Martín: (mientras reparaba un arado en la herrería) —Dos semanas… Ese es el tiempo que tenemos para planearlo todo. Con el pueblo lleno de gente y el bullicio de la fiesta, nadie se dará cuenta de nada.

Diego: (sentado cerca, afilando su navaja) —Lo difísil será convencer a Catalina. No podemos apresurarla, pero estoy seguro de que aseptará. Cada vez que hablamos con ella, parese más desidida a dejar esa casa.

Martín: —Y si conseguimos que Tomás y Andrés nos echen una mano, será más fácil. Ellos son buenos para cubrirnos las espaldas.

Diego: —El carro de la familia de Tomás puede sernos muy útil para alejarnos del pueblo.

Ambos acordaron que la primera parte del plan sería hablar con Catalina y contarle sus intenciones. El domingo siguiente, aprovechando la excusa de una cacería en las Tablas de Daimiel, Diego y Tomás se dirigieron hacia los alrededores de la casa de los Mendieta.

Cargados con sus escopetas y un zurrón con algo de chorizo, pan y vino, caminaron hasta un prado cercano donde solían encontrar a Catalina cuidando de las ovejas. Como habían previsto, allí estaba, sentada sobre una roca, vigilando a los animales mientras el viento jugaba con los pliegues de su falda.

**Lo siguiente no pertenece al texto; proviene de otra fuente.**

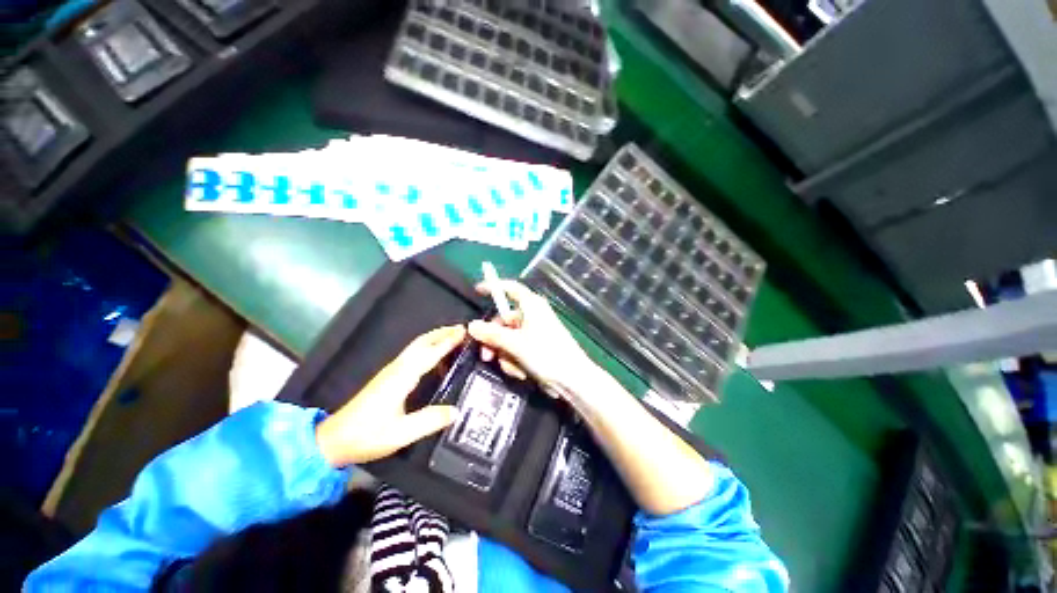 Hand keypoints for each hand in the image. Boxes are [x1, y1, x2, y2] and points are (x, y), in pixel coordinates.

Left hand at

Diego: (levantando la mano en un gesto amistoso) —¡Catalina! ¿Nos esperabas?

Catalina levantó la vista, sorprendida, pero al reconocerlos, les dedicó una sonrisa que denotaba la confianza que había ido construyendo con ellos.

Catalina: —No, pero ya me extrañaba no veros por aquí en tanto tiempo. ¿De caza otra vez?

Martín: (riendo mientras señala el zurrón) —Caza sí, pero de perdices y buenos liebres. Aunque hoy también queremos hablar contigo.

Catalina frunció el ceño, algo desconcertada, mientras los jóvenes se sentaban en el suelo cerca de ella. Diego, con un tono calmado pero directo, tomó la palabra.

Diego: —Catalina, sabemos que tu situasión en esa casa no es fásil. Hemos hablado mucho, y creemos que podemos ayudarte… si tú lo permites.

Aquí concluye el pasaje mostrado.